In poll after poll, Democratic Party voters made one point clearer than any other. They care about health care, they care about the economy, they care about gun control. But more than anything, they wanted to beat President Donald Trump in November.


On Super Tuesday, voters made up their minds about who was the one candidate to do that, and Joe Biden, the 77-year-old former vice president was their choice.


In state after state, particularly across the South, Biden came out on top of his main rival, left wing Senator Bernie Sanders, holding onto his core demographic of older voters and African Americans.


In his victory speech in Los Angeles and in campaign stops in the past several days, Biden and his surrogates hammered the message that he would restore respectability to the country, treating Trump as an unholy aberration and urging voters to return to the norm.


“We are decent, brave, and resilient people. We are better than you. Come November, we are going to beat you,” Biden said in words directed at Trump. He vowed to send the president “packing”. Sanders, on the other hand, made the opposite case. That the only way to beat Trump was to reject the “same old” politics and instead proposed a raft of reforms, including government-run health care, is his signature policy. He slammed Biden for supporting the war in Iraq.


Voters seemed to respect many of Sanders’ ideas, and he certainly has pushed the Democrats to the left on some issues, while forcing a more serious debate about health care, the environment, criminal justice and the incarceration culture.


However, party partisans felt a democratic socialist who would upend the insurance industry and implement climate change moves that would stifle the fossil fuel sector - which in a state like Texas makes up a chunk of the economy - was revolutionary and not the safe bet.


Latinos were more willing to take a chance on Sanders. Younger voters did, too, as the generation hit by the 2008 economic crisis appeared inclined to build better social safety nets. However older voters and African Americans wanted stability and something familiar.


“We know Joe,” said Jim Clyburn, a leading black lawmaker from South Carolina, as he endorsed Biden.


After spending north of half-a-billion dollars on advertisements alone, billionaire Mike Bloomberg dropped out after Super Tuesday, a final sign the establishment had made its peace with Biden, a candidate prone to gaffs and cringe-worthy oddities.


“I entered the race to defeat Donald Trump. Today, I’m leaving for the same reason. Defeating Trump starts with uniting behind the candidate with the best shot to do it,” Bloomberg said, adding that this was his “friend” Biden.


While technically Biden’s victory was not resounding enough to ensure he will surpass the 1,991 delegates needed in the primaries to win the first round of voting at the party’s convention in July, he seems to have cut off any viable path for 78-year-old Sanders.

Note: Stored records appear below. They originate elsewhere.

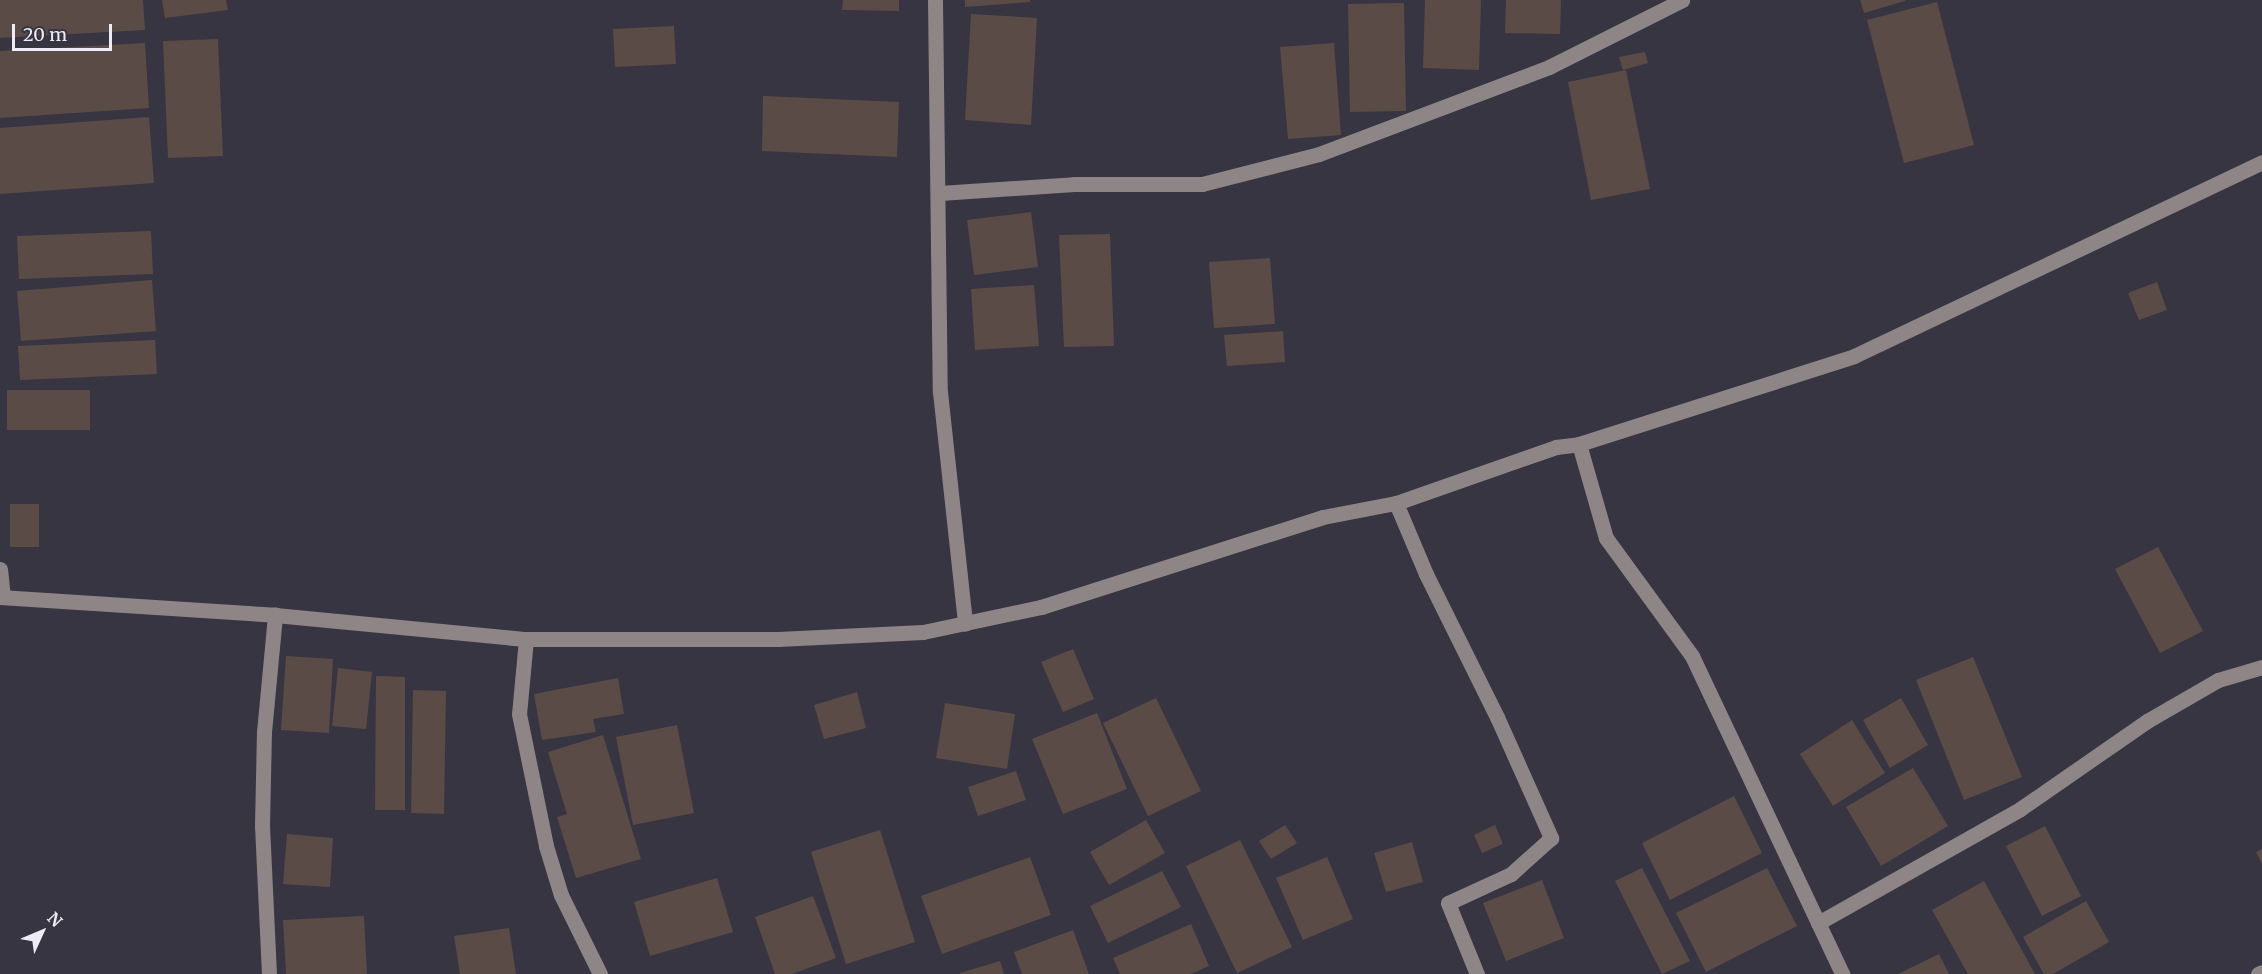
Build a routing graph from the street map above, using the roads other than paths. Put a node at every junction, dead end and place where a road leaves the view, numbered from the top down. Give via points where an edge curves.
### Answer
1 (935, 0) edge
2 (1682, 0) edge
3 (2262, 162) edge
4 (940, 193) junction
5 (1579, 444) junction
6 (1396, 503) junction
7 (0, 569) edge
8 (2, 597) edge
9 (275, 615) junction
10 (965, 624) junction
11 (526, 639) junction
12 (2262, 666) edge
13 (1818, 924) junction
14 (2262, 972) edge
15 (269, 974) edge
16 (600, 974) edge
17 (1477, 974) edge
18 (1842, 974) edge
19 (2258, 974) edge

1 - 4 street
2 - 4 street via 1550,66 1297,159 1202,184 1074,184
3 - 5 street via 1854,356
4 - 10 street via 940,392
5 - 6 street via 1556,447
5 - 13 street via 1606,538 1692,656
6 - 10 street via 1323,517 1041,607
6 - 17 street via 1551,837 1511,874 1448,903
7 - 8 street
8 - 9 street
9 - 11 street
9 - 15 street via 264,732 262,814
10 - 11 street via 923,632 778,639
11 - 16 street via 519,714 546,846 561,895
12 - 13 street via 2218,680 2147,721 2020,809
13 - 18 street
14 - 19 street

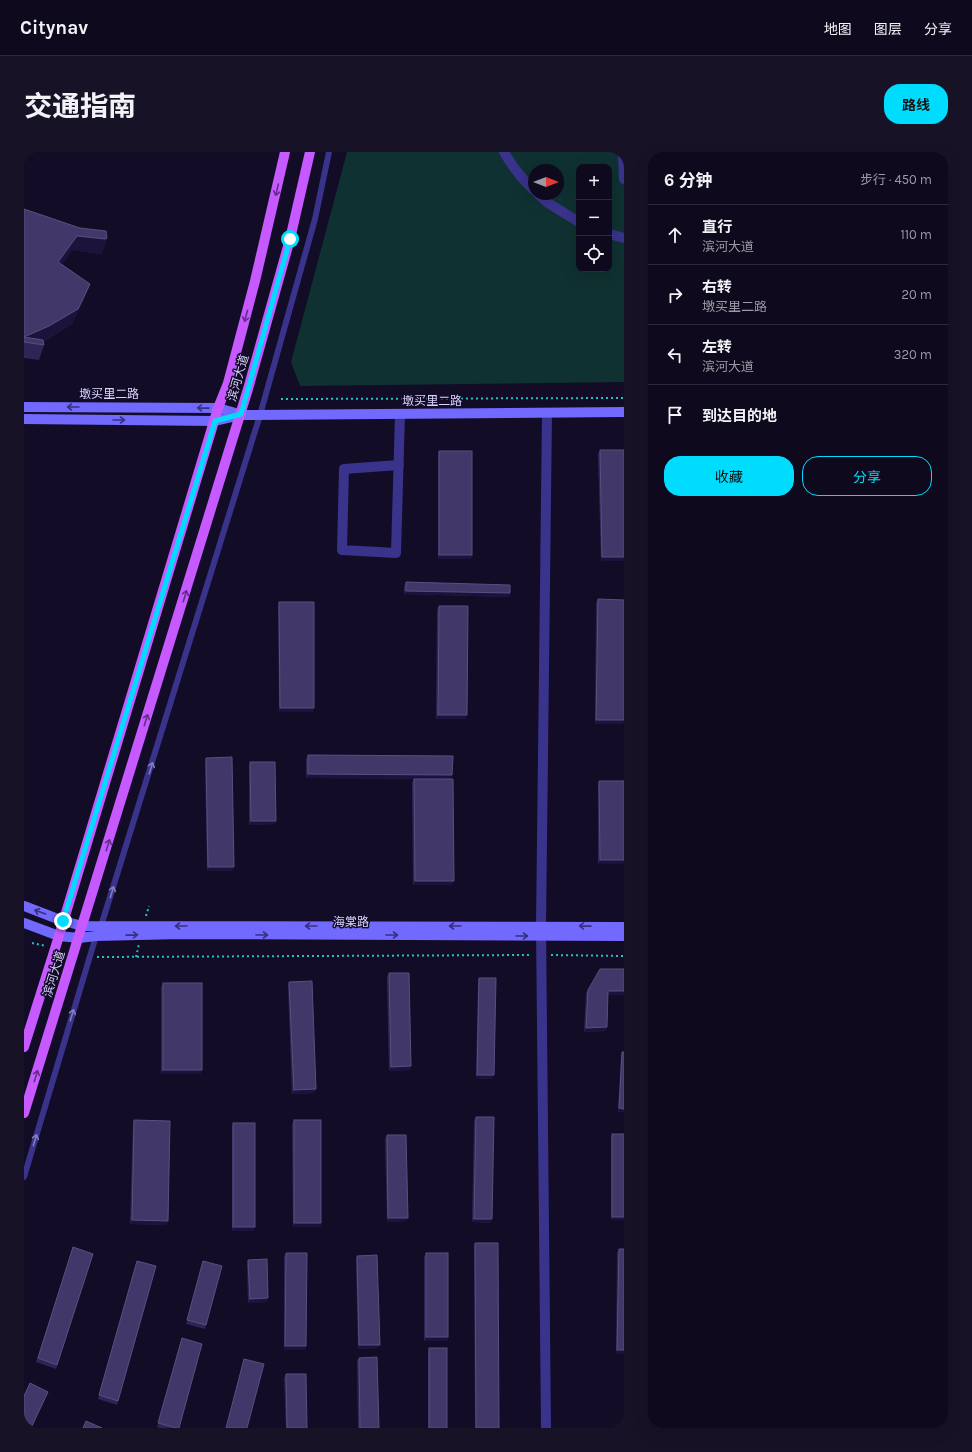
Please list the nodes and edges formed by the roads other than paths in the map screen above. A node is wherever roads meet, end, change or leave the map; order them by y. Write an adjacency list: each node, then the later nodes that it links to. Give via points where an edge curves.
1 (286, 152): 13 (main road, 滨河大道, one-way to 13, via 228,383)
2 (310, 152): 16 (main road, 滨河大道, via 290,239)
3 (329, 152): 18 (lane, via 315,219)
4 (504, 152): 7 (street, via 510,164)
5 (624, 152): 6 (street)
6 (624, 179)
7 (528, 184)
8 (545, 200): 9 (street)
9 (576, 220)
10 (612, 235): 11 (street)
11 (624, 238)
12 (24, 407): 13 (street, 墩买里二路, one-way to 12)
13 (218, 408): 16 (street, 墩买里二路); 20 (main road, 滨河大道)
14 (624, 412): 15 (street, 墩买里二路)
15 (547, 413): 17 (street, 墩买里二路); 28 (street)
16 (241, 414): 18 (street, 墩买里二路); 20 (street, 墩买里二路); 25 (main road, 滨河大道, one-way to 16)
17 (400, 414): 18 (street, 墩买里二路); 21 (street)
18 (260, 415): 26 (lane, one-way to 18)
19 (24, 419): 20 (street, 墩买里二路, one-way to 20)
20 (215, 421): 23 (main road, 滨河大道)
21 (398, 465): 21 (street, via 396,553 342,550 344,469)
22 (24, 906): 23 (street, 海棠路, one-way to 22)
23 (63, 921): 25 (street, 海棠路); 29 (main road, 滨河大道)
24 (24, 923): 29 (street, 海棠路)
25 (83, 926): 26 (street, 海棠路); 32 (main road, 滨河大道)
26 (102, 926): 28 (street, 海棠路, one-way to 26); 30 (lane)
27 (624, 927): 28 (street, 海棠路, one-way to 28)
28 (541, 931): 30 (street, 海棠路, one-way to 28); 31 (street, 海棠路); 36 (street)
29 (59, 936): 32 (street, 海棠路); 33 (main road, 滨河大道)
30 (96, 936): 32 (street, 海棠路); 35 (lane, one-way to 30)
31 (624, 936)
32 (79, 938): 34 (main road, 滨河大道, one-way to 32)
33 (24, 1047)
34 (24, 1113)
35 (24, 1177)
36 (546, 1428)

“The trajectory of the Democratic primaries is clear: it would take a miracle for Sanders to prevent Biden from becoming the nominee,” opined Dave Wasserman at the non-partisan Cook Political Report.


An overwhelming number of registered Democrats said they would “vote blue no matter who,” meaning cast their ballot for whoever got the nomination.


Even so, a small percentage of hardcore Sanders supporters have toyed with the idea of sitting out, feeling disenfranchised that centrist candidates have almost always gotten the party’s nod, pushing for incremental changes against the left’s wish for sweeping moves.


Polls show that Biden would beat Trump, but those surveys are on nation-wide basis, and in the US it is the state-by-state electoral college that counts.


Trump has also not yet even begun big spending on his campaign and his counter attacks are sure to be harsh, whether over Iraq or about the business dealings of Biden’s son Hunter in Ukraine.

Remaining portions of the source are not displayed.